Developmental Coordination Disorder Flashcards
HALLMARK DCD DIAGNOSIS
A. Learning and execution of coordinated motor skills is below age level given the child’s opportunity for skill learning
B. Motor difficulties significantly interfere with ADL’s, academic productivity, prevocational and vocational activities, leisure and play.
C. Onset is in the early developmental period.
D. Motor coordination difficulties are not better explained by intellectual delay, visual impairment, or other neurological conditions that affect movement
OTHER TERMS FOR DCD
- Clumsy child syndrome
- Developmental clumsiness
- Dyscoordination
- Developmental apraxia or dyspraxia * Motor apraxia or dyspraxia
- Sensory-Based Motor Disorder (SBMD)
–> dyspraxia
–> postural disorders
ETIOLOGY
5-10%
2:1 boys: girls
RISKS: more prevalence in very low birth weight, premature infants (<32 weeks)
common comorbid conditions
- Attention deficit disorder (~50%)
- Learning disability
- Speech/language impairments
- Sensory differences
- Autism Spectrum disorder (new with DSM-5)
PATHOPHYS OF DCD
Multiple brain areas involved
-cerebellar lobe, inferior parietal
lobe, middle occipital gyrus, and thalamus showed less activation
POOR INTERNAL MODELS (CEREBELLUM)
–> learning new every time
No meds have proven effective
MED MANAGEMENT: rehab team examination and
intervention, including psychology, OT, Speech, and some possible
medical management for co-existing conditions like ADD
Common BSF impairments
- Poor strength
- Poor coordination and motor planning
- Joint laxity
- Poor visual perception
- Poor or slower processing
- Poor sequencing
- Poor feedback and feedforward
Common activity limitations
- Awkward gait
- Delayed or poor quality of motor skills
Common participation restrictions
- Difficulties at school and home (takes more time, messy)
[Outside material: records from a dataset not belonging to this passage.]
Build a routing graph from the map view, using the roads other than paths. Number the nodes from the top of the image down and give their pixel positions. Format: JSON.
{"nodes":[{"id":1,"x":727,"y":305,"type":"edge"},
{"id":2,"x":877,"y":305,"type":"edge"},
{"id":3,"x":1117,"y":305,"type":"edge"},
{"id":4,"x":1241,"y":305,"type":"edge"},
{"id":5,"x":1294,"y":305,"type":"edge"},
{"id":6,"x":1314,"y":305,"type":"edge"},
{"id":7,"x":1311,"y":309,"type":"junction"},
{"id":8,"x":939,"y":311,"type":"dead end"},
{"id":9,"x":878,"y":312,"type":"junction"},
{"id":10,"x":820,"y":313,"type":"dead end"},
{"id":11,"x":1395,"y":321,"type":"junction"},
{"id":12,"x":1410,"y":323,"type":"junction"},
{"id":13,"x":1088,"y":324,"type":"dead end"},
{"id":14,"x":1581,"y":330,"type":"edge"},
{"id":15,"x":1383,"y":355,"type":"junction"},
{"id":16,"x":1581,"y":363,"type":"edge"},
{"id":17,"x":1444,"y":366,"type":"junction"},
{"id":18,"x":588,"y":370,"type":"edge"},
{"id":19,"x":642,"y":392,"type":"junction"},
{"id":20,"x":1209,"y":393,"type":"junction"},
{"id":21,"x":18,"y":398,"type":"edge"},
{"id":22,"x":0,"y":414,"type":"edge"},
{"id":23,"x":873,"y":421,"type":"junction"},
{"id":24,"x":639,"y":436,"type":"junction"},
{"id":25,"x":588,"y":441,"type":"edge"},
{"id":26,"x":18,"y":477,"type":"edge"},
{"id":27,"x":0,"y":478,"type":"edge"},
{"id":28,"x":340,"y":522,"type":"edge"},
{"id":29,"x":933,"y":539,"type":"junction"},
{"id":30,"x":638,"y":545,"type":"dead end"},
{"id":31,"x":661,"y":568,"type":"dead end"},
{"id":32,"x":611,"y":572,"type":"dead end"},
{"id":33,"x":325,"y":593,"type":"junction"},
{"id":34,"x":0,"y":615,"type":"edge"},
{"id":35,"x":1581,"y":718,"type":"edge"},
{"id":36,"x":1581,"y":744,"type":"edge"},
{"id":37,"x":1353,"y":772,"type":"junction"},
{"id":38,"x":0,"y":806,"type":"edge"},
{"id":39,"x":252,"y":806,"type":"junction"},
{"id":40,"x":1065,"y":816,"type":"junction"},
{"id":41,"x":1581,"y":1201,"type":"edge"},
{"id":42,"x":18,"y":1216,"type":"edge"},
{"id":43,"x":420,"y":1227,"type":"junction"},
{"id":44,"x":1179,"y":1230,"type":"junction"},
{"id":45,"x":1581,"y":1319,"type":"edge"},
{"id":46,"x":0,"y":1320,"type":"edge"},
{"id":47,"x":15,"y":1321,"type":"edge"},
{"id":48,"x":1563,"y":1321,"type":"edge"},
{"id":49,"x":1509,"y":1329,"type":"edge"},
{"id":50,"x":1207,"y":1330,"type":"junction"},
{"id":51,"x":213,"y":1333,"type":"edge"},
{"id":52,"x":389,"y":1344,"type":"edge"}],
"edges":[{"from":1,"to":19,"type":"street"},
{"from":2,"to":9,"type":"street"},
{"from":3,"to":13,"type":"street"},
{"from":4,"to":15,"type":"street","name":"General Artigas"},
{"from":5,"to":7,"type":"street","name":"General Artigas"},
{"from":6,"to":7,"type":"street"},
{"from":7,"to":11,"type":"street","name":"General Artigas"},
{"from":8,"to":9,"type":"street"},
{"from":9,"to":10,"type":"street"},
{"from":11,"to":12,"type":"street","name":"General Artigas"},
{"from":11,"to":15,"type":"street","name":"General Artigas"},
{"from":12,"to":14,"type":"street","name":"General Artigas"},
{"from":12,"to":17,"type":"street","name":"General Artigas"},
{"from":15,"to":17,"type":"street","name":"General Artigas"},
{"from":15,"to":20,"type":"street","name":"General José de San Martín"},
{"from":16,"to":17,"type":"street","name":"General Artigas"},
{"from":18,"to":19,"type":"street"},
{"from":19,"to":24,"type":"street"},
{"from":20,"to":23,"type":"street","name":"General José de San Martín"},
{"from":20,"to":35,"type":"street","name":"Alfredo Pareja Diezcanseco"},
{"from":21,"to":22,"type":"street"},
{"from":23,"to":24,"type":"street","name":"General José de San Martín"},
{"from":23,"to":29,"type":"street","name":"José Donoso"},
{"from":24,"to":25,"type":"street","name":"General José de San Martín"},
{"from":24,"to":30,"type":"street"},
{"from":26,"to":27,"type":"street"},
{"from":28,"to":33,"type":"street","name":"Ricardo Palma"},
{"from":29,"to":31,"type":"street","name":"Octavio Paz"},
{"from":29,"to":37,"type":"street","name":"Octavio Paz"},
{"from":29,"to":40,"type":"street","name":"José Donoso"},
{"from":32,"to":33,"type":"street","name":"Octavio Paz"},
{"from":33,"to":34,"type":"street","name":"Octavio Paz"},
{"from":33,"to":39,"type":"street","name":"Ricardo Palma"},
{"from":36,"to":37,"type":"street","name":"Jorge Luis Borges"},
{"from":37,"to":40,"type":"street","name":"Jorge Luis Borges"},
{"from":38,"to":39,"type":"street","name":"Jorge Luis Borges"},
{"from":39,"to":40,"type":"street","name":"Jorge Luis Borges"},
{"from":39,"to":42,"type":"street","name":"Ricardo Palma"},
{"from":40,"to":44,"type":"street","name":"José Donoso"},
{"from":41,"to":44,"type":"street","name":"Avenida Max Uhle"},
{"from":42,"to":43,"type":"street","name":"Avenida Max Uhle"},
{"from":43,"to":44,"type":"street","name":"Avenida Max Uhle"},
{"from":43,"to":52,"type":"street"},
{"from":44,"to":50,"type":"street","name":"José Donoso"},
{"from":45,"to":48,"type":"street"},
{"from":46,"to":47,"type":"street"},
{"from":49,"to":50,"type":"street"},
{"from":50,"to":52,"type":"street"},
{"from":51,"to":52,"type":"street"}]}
- Longer term social-emotional and fitness consequences
5 MAIN CHARACTERISTICS OF DCD
Communication issues
gross motor skill delay
social implications
ADL limitations
–> tying shoes, driving
school challenges
Prognosis and Functional Consequences
● Don’t usually outgrow DCD, but learn to adapt
● Poor fitness
● Obesity
● Decreased physical activity (encourage individual sports)
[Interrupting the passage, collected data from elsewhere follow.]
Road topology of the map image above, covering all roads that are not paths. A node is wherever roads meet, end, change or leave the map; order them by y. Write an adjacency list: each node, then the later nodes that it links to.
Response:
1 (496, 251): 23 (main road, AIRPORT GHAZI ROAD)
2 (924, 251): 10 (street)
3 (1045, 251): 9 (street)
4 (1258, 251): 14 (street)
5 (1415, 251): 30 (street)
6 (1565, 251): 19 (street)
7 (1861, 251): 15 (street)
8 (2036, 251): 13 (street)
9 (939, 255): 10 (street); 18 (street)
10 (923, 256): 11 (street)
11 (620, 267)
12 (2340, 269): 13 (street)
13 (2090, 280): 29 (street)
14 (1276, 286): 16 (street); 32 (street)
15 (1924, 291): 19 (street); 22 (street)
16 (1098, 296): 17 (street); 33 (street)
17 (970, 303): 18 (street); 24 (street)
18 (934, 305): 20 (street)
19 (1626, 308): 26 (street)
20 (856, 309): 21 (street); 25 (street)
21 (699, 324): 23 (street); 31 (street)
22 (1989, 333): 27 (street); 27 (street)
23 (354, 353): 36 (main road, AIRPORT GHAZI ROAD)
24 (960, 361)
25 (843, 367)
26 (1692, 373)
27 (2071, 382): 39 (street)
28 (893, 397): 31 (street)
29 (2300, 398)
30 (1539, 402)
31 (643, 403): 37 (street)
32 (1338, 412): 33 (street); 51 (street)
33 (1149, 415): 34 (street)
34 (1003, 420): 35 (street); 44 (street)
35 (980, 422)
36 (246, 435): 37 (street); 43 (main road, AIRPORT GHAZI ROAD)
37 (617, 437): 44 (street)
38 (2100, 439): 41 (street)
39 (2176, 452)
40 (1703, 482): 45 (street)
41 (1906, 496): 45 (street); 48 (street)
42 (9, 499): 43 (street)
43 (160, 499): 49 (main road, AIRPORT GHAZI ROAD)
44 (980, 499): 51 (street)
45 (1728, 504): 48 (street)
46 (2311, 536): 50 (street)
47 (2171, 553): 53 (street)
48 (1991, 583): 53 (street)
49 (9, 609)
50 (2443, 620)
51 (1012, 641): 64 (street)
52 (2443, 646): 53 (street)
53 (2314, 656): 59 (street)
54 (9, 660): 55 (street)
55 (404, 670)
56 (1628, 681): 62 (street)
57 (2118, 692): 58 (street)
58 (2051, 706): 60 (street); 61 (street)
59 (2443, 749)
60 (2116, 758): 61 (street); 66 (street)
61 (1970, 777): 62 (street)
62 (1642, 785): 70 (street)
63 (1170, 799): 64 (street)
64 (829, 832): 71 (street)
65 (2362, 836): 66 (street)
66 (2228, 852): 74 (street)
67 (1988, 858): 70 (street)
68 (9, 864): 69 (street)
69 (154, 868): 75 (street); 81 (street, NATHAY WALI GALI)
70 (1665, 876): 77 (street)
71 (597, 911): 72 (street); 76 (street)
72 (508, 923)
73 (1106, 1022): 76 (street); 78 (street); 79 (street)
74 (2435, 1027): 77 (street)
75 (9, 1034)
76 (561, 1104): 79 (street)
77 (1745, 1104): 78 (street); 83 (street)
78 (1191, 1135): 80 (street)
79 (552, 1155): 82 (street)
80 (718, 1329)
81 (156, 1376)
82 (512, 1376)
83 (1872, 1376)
● Poor self-esteem and self-worth
● Emotional and behavioral problems
● Impaired academic achievement
● At risk for being bullied
Movement observation drives examination–> how can you do this in exam and why is it important?
Observe a few basic tasks such as ball throwing/catching, going up and down stairs
Children with DCD present with a variety of co-morbidities and body structure and function impairments, so observation is important to hypothesize about other tests and measures to consider
DCD DIAGNOSIS SPECIFIC TESTS
DCD-Q’07:
-age 5-15 years
-parent report
-screening of participation and ADLs
–> throwing ball, cutting, clumsy, fatigues easily, run and stop
-15 items, 5 point scale
-high SN and SP, and validity
-available free online
Movement Assessment Battery for Children-2
-Near Gold Standard to identify and evaluate movement deficits and contribute to a diagnosis of
DCD: examination for children
- age 3-16 years
-3 sections, 8 items for each of 3 age bands
–> manual dexterity, ball skills, static and dynamic balance
-higher scores are better
< 5th% on MABC-2 - probable for DCD
-5-15% –> suspect for DCD
Possible impairments to examine based on OMA
- Strength * Coordination/Balance
- Joint laxity/flexibility
- Posture
- Timing and sequencing
- Feedback and feed-forward motor control
- Cardiopulmonary fitness
INTERVENTION Action statements from CPG
-task/activity-oriented approaches PLUS body function/structure interventions–> most effective
—> motor learning, motor planning strategies, feedback, self-assessment of movements
-individual PT for children <5-6 years
-individual or group > 6 years based on ability to attend and follow directions
Example of self-assessment of movements during task-oriented interventions
-how did that go for you?
-what do you think you could do differently to improve?